Global X Funds is a fast growing ETF provider that likes to come up with new ways to use ETFs. And their use of 13F filings to create an index for an ETF to track certainly qualifies as innovative.
The first ETF Global X launched to track an index based on 13F filings was the Global X Guru Index ETF (GURU). The index of stocks GURU tracks is made of the highest conviction ideas from a select pool of hedge funds.
They eliminate funds that trade in and out of stocks quickly. The high turnover of stocks at these places make their 13F Forms worthless. They’ve probably bought and sold the stock before they ever report owning it on their 13F.
Once they identify the Hedge Funds with 13Fs worth paying attention to, Global X drills down even further…
They dig through the 13Fs to find the one stock each Hedge Fund has the most conviction in. Then they invest an equal amount of money into each holding.
These stocks are held for one quarter. And they run the analysis and rebalance the ETF after the 13Fs are filed in the following quarter.
Most importantly, the strategy is working…
Since GURU was launched in June of 2012, it’s up 66%. It’s handily outperforming the S&P 500 that’s up 50% over the same time. And thanks to its strong performance, GURU has amassed $456 million in assets under management.
They success of GURU led to Global X launching two new ETFs based on 13F filings.
In March, they launched the Global X Guru Small Cap ETF (GURX) and Global X International ETF (GURI).
GURX and GURI follow the same stock selection methodology but apply it specifically to small-cap and international stocks.
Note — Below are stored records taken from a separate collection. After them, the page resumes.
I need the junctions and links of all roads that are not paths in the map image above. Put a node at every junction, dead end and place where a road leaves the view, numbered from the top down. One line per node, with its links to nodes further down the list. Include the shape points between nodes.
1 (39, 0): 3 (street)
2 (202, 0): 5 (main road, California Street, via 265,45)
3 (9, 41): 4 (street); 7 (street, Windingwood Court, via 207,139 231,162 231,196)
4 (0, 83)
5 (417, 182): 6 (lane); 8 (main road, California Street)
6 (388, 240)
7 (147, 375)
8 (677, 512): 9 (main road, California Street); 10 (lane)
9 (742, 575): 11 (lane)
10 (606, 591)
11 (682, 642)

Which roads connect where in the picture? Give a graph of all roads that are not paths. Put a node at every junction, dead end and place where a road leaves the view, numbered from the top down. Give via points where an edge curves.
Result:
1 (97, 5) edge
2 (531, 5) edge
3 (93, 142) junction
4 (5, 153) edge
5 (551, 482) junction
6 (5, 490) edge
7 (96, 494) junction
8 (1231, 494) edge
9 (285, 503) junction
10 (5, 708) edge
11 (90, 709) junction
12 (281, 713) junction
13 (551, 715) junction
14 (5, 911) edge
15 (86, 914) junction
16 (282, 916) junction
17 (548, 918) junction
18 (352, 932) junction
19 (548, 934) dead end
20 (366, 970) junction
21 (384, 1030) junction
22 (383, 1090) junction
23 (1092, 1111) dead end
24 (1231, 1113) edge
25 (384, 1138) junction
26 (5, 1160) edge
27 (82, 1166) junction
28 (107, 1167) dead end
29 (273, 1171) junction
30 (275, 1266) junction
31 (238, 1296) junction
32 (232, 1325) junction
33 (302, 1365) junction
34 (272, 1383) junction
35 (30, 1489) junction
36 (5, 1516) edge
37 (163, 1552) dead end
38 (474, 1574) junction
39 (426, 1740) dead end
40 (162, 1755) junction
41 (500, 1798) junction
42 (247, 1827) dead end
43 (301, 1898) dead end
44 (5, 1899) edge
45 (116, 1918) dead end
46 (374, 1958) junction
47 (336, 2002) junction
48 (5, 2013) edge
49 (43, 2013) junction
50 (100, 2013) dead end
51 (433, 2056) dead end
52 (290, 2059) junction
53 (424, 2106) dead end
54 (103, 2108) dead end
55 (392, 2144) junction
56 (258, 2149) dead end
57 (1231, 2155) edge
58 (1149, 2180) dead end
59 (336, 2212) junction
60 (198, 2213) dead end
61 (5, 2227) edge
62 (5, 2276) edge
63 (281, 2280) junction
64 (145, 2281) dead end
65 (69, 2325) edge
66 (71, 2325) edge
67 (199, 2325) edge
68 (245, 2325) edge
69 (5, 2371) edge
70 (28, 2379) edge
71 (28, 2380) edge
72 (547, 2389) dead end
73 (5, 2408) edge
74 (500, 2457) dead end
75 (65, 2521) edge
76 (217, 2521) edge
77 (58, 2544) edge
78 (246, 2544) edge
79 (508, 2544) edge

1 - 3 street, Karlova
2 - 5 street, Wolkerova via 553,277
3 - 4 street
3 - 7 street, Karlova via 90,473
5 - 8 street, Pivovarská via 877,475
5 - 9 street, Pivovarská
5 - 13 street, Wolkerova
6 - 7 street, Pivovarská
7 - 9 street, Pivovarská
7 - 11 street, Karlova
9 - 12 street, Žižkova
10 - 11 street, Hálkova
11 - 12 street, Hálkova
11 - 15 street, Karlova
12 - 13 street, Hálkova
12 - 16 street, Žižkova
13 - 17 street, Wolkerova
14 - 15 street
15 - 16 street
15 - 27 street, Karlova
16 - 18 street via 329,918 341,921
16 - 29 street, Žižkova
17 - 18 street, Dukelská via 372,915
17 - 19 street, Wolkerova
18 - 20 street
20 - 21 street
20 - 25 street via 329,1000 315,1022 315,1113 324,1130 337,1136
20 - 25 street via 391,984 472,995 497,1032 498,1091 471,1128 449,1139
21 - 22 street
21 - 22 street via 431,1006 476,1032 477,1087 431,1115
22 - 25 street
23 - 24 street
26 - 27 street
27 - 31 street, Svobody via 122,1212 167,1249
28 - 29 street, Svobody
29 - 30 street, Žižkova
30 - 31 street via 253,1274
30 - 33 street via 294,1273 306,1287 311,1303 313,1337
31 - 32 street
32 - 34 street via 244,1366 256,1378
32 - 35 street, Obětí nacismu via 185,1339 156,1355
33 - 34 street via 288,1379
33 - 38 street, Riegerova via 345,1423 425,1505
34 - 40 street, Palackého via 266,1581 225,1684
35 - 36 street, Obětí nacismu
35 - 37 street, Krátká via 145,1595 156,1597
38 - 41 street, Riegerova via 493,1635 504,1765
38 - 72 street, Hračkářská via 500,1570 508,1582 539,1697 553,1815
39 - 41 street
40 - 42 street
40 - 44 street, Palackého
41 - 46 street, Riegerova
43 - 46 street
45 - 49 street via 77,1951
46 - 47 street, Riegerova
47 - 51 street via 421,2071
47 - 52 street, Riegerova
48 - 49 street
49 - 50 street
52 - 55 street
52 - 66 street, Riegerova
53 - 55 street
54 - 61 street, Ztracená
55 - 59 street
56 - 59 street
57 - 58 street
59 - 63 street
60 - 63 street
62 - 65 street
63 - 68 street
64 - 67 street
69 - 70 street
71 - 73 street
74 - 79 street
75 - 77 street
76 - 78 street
The timing of the launch for GURI and GURX was poor. International and small-cap stocks have been underperforming and out of favor with investors this year.
But the time will come when small-caps and international stocks are back in vogue. And GURX and GURI have the potential to outperform traditional benchmarks in the same way GURU has outperformed the S&P 500.
Here’s the upshot…
Form 13F provides investors with valuable information about what the richest and most successful investors are doing with their money. And Global X uses this information to make some of the most innovative and successful ETFs that should be on every investor’s short list.